# WHAT IS THE IDEA BEHIND "REBATES" they are a pain....



## sharky (Jul 9, 2001)

what is the idea behind rebates? (besides the obvious saving money). Example; 512mbddr memory $49 after rebates,blab,blab,blab. $100 upfront.


My guess is many times customers do not send in rebates so there is an insidious business reason to offer rebates but not immediate prices.


----------



## Schnitzu (Jun 5, 2003)

I think it is just a way to get your contact information - name, address, e-mail, etc. I hope they don't sell it to spammers.


----------



## dalereis (Oct 24, 2002)

I believe the original rebates appeared during the Nixon administration after he had froze wages and prices. Vendors were afraid to temporarily reduce their price for fear of having it froze and losing money. I'd imagine that its a big industry now and would be hard to shut down and also, they get to use your money for a couple of months (interest, ect.) before returning it to you.


----------



## sharky (Jul 9, 2001)

i read somewhere recently about one third of gift cards do not get used,ever. with rebates,its got to be an even higher ,shocking rate.


----------



## RT (Aug 20, 2000)

> with rebates,its got to be an even higher ,shocking rate.


Could be sharky. If so it must be because of all the gyrations and convolutions required to claim the rebate, not to mention the looong wait to receive it. (but it's nice to get a check in the mail when you've forgotten all about the overdue rebate, though)

'Free trial' stuff can be an insidious gimmick, too. Easy to get but difficult to get rid of when you are automatically signed up and billed/charged at the end of the trial. No easy cancel or opt out is usually the case.

Everyone can send their unused giftcards to me! But please, no AOL CDs


----------



## sharky (Jul 9, 2001)

RT,yes ,your so right. when one forgets that rebate check,then it shows up is nice. But then you find out the rebate check is drawn on some bank in outer mongolia.
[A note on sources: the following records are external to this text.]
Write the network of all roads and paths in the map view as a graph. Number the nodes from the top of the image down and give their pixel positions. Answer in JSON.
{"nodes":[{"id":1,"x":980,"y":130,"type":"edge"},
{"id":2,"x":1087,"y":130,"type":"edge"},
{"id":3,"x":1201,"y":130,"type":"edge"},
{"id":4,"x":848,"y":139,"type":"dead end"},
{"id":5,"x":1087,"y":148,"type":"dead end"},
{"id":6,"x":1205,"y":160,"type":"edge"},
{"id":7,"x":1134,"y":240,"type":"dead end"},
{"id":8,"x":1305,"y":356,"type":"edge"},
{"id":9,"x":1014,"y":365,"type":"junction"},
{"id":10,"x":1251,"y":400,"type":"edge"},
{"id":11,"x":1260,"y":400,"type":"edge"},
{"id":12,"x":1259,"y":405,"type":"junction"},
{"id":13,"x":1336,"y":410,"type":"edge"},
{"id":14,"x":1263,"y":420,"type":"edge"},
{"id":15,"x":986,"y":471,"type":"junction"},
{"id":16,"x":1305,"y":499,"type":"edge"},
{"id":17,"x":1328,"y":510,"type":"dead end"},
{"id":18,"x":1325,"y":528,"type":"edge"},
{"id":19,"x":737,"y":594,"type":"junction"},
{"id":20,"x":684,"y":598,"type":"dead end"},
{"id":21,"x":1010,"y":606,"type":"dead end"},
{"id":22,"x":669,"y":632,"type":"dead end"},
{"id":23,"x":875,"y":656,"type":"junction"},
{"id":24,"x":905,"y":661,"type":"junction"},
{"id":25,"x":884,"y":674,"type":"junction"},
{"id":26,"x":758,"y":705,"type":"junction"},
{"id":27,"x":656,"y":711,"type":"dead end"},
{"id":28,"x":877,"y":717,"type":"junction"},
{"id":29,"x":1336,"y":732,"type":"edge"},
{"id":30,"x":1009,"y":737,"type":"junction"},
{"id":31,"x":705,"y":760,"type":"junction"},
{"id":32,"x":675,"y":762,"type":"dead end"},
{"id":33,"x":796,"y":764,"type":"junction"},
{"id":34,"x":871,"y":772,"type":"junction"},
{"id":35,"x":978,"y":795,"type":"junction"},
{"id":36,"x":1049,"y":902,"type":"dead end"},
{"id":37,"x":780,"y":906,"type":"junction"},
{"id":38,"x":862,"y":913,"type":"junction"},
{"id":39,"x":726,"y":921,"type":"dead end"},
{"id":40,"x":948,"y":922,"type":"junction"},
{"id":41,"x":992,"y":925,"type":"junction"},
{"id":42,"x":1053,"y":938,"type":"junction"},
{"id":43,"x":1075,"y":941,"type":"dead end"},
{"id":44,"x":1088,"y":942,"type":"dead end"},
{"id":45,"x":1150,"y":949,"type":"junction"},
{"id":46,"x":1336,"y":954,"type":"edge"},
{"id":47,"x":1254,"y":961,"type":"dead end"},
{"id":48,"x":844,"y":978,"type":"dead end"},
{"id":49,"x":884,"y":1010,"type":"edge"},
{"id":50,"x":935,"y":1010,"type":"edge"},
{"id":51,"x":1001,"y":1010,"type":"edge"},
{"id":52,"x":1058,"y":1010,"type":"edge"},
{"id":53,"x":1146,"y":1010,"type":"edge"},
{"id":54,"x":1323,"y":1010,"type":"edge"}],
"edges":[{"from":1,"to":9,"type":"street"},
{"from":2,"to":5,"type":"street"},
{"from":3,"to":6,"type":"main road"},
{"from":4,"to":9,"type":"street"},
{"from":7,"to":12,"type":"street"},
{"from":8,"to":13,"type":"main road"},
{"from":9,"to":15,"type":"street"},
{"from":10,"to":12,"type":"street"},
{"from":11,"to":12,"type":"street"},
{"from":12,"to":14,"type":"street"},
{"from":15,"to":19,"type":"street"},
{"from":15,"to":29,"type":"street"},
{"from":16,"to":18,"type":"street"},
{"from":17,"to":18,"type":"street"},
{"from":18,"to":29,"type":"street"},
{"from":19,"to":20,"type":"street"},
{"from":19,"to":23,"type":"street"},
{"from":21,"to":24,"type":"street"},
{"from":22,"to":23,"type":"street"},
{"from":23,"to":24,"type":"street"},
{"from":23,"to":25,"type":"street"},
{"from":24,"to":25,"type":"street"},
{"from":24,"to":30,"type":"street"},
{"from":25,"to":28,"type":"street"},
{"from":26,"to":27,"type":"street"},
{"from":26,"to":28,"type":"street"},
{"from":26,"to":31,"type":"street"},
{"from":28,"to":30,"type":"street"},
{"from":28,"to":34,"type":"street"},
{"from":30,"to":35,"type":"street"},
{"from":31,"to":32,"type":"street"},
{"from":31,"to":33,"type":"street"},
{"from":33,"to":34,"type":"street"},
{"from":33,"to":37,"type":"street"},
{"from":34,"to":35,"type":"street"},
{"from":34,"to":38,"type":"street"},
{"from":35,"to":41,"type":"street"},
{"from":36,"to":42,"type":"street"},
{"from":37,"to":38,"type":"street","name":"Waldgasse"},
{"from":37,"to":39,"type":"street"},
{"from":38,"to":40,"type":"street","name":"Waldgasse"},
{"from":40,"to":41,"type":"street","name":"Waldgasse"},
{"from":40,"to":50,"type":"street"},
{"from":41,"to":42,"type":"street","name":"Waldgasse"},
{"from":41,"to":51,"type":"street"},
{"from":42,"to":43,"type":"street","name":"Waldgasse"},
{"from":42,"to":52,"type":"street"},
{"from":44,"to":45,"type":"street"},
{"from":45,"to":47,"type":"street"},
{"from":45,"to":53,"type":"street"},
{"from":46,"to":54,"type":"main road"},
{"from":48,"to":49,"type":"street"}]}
about the: <<'Free trial' stuff can be an insidious gimmick, too. Easy to get but difficult to get rid of when you are automatically signed up and billed/charged at the end of the trial. No easy cancel or opt out is usually the case">> Netflick comes to mind,but others are worse.


----------



## ~Candy~ (Jan 27, 2001)

I send rebates all the time. You must make photo copies of everything, just in case they purposely misplace them 

That being said, it's not the store who is always offering the rebate, it can be and usually is the manufacturer. As mentioned, not everyone sends them in, thus a savings to the manufacturer there, they can take 6 to 8 weeks and longer, and people forget about them, don't have supporting documentation, etc., thus a savings there too.
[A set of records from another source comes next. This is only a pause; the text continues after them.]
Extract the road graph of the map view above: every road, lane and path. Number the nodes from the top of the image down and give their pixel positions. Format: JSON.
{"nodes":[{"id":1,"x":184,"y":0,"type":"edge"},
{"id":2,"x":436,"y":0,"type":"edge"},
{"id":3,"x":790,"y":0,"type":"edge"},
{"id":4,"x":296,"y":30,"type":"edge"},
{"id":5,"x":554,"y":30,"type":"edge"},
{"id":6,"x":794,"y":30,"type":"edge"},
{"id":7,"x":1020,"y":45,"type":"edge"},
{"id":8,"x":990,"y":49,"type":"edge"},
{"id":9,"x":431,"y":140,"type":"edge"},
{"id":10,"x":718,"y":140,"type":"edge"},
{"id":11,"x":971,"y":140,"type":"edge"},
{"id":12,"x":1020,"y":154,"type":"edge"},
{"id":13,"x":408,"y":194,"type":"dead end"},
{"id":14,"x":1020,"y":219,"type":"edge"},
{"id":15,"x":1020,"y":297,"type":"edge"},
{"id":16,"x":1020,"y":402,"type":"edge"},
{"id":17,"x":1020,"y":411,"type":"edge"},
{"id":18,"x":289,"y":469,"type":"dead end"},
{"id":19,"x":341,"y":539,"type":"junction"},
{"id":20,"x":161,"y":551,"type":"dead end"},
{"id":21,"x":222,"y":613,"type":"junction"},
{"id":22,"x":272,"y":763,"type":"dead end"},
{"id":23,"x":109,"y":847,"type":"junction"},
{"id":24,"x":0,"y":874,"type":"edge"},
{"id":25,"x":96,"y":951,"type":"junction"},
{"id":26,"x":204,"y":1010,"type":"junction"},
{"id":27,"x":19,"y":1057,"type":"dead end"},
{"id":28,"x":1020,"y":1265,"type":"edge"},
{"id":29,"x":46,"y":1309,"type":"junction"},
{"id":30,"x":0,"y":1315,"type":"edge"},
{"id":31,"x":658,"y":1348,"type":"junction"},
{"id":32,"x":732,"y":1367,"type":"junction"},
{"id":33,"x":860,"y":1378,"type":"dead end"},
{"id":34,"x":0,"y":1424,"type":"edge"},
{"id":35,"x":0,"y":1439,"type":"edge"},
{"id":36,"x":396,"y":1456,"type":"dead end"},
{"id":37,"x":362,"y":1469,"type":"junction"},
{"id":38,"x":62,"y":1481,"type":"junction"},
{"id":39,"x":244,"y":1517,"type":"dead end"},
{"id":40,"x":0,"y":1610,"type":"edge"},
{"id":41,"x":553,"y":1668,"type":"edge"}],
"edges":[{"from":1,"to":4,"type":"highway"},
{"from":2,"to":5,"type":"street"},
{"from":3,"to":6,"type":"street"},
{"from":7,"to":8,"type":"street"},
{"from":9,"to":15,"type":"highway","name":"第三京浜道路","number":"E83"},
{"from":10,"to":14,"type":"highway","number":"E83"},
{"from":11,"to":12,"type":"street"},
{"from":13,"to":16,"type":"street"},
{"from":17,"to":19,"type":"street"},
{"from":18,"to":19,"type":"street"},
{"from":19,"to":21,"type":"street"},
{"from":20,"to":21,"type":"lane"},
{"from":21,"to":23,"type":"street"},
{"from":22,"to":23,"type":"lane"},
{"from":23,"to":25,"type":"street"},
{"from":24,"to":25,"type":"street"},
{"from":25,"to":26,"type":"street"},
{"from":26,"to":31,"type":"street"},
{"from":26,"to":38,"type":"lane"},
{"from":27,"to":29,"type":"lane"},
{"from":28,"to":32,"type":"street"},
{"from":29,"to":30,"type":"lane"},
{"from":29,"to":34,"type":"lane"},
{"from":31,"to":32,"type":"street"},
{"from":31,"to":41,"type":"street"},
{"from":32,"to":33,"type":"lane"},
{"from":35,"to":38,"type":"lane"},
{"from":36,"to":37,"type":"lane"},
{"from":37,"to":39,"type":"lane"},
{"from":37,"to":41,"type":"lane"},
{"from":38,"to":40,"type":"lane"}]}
It's the people like me they probably hate.

Track them online, follow up by email, resend photocopies if necessary   I usually win  but it sometimes takes extra effort. And I have never seen a check drawn on a bank in outer mongolia.....


----------



## Big-K (Nov 22, 2003)

Think i should spring for it?
http://www.tigerdirect.com/applicat....asp?EdpNo=504537&Sku=TC2-MEM-256-3&CatId=544

I mean, i need the upgrade, and thats the cheapest they got. Then again i can always go to Staples(store)


----------



## skyman (Jan 30, 2001)

Candy is right when she said, "YOU HAVE GOT TO FOLLOW UP"
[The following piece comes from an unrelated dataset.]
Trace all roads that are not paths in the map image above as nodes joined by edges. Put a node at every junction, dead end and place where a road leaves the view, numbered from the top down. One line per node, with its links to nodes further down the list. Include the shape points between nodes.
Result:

Don't bother with the store because they don't offer the rebate and will not help you. The manufacturer is the rebate guy...

Office Max is the biggest rebate seller and it takes forever to get the rebate back. It is designed to get you into the store.

I bought a pair of Motorola walkie-talkies with a $30 rebate and it took 6 months for it to get to me.

I bought a Palm PDA and by following up and faxing the receipt 
and sending threatening emails I got a rebate back in 3 weeks.

Follow up...


----------



## ~Candy~ (Jan 27, 2001)

Most of them you can follow online, if they don't appear in a reasonable amount of time, I follow up with an email immediately...you'd be surprised how fast they show up after an email


----------



## 781 (Jan 28, 2004)

Mail in rebates especially are offered because I doubt more than half the people actually take the time to mail it in. And of course it's to spam your snail mail box


----------



## Big-K (Nov 22, 2003)

And snail mail spam is even more annoying


----------



## rmbler (Feb 3, 2004)

the reasoning behind rebates i think is that you won't bother sending then or lose the form or recipt i hate them allways have allways will


----------



## ~Candy~ (Jan 27, 2001)

Do you watch your scanned items scan at the supermarket? More mistakes are made there daily in my opinion, as no one watches or checks, or for that matter even KNOWS what the price should be 

Now THAT is a scam in my opinion. I take full advantage of the stores that offer 'if scanned price is more than shelf price, the item is free.' You'd be surprised how irritated some clerks get when you force that issue


----------



## deuce (May 26, 2001)

I'm about to head to bed and so didn't have time to read all the posts....but there are very clear and good reasons for companies to offer rebates.

1.) It's a FREE loan. Companies can take up to 8 weeks to fill rebates, and they generally take every last day. This is huge. If you sell 1000 products and offer a $20 rebate, that's a $20,000 free interest loan for your company...if every person follows through.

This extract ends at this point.